Опять заурчало «динамо», на руке Корнилова напрягся бицепс и дельтовидная мышца. Афганец хрипел, рвался, дрожал животом. В нем трепетала жгучая дуга электричества. Распарывала его надвое, ото лба, к которому был прижат электрод, до паха, в котором вскипало семя. Из него вырывали истину, которой он владел, которую прятал под сердцем, которая была его сутью и его душой. Ее отделяли от жил и костей. Раскраивали тело огненной молнией. Электричество расщепляло личность на душу и тело, и афганец погибал, лишался разума, удерживая в себе нерасщепляемую сущность, удерживал душу, которую вложил в него Бог.
Суздальцеву казалось, что к его глазам поднесли громадную линзу, в которой, увеличенные до огромных размеров, блестели окровавленные зубы афганца, прозрачное пламя, бегающее вокруг его бедер, летящий орел на голой груди Корнилова, пораженное безумием лицо майора, кричащего в телефонную трубку. И тот, неведомый, кто поднес к глазам громадную линзу, бессловесно возглашал: «Смотри!» Впечатывал в него зрелище пытки.
Майор Конь сотрясал телефонной трубкой, орал:
— Ты, собака афганская, поджарю тебя, как свинью!.. Из-за тебя, собака, гибнут лучшие люди!.. В вертолете ты смотрел на убитого Свиристеля, радовался его смерти!.. Вот теперь порадуйся! … Теперь порадуйся! … Порадуйся! … Когда пойдет караван? — он схватил ведро и плеснул остатки воды на живот афганца.

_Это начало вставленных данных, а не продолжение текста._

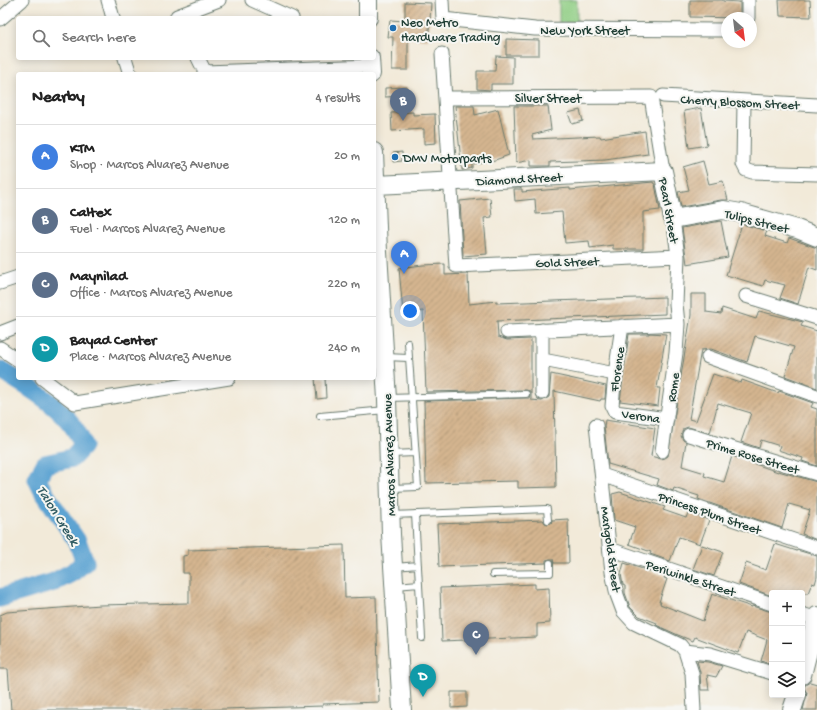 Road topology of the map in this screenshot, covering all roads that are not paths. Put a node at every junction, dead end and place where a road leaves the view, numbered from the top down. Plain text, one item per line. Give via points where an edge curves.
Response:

Тот выгнулся, как рессора, и опал, и там, где в паху плясал разряд электричества, под прозрачной простынейе стало извергаться семя. Бурлило, приподнимало ткань, источало терпкий запах.
Майор отбросил трубку. Сделал запрещающий знак Корнилову. Было тихо. Распятый на столе, с воздетой бородой, лежал афганец. Прапорщик Корнилов курил, выпячивая нижнюю губу, выпуская аккуратные колечки дыма. Прапорщик Матусевич ногой возил по полу тряпкой, вытирая воду. Суздальцев, у которого отобрали увеличительное стекло, видел комнату, как туманное пятно с размытыми, слипшимися людьми. Словно кто-то стер границы между добром и злом, жертвой и палачом, им, Суздальцевым, и войной, которая склеила всех в нерасторжимое, из боли и ненависти, единство.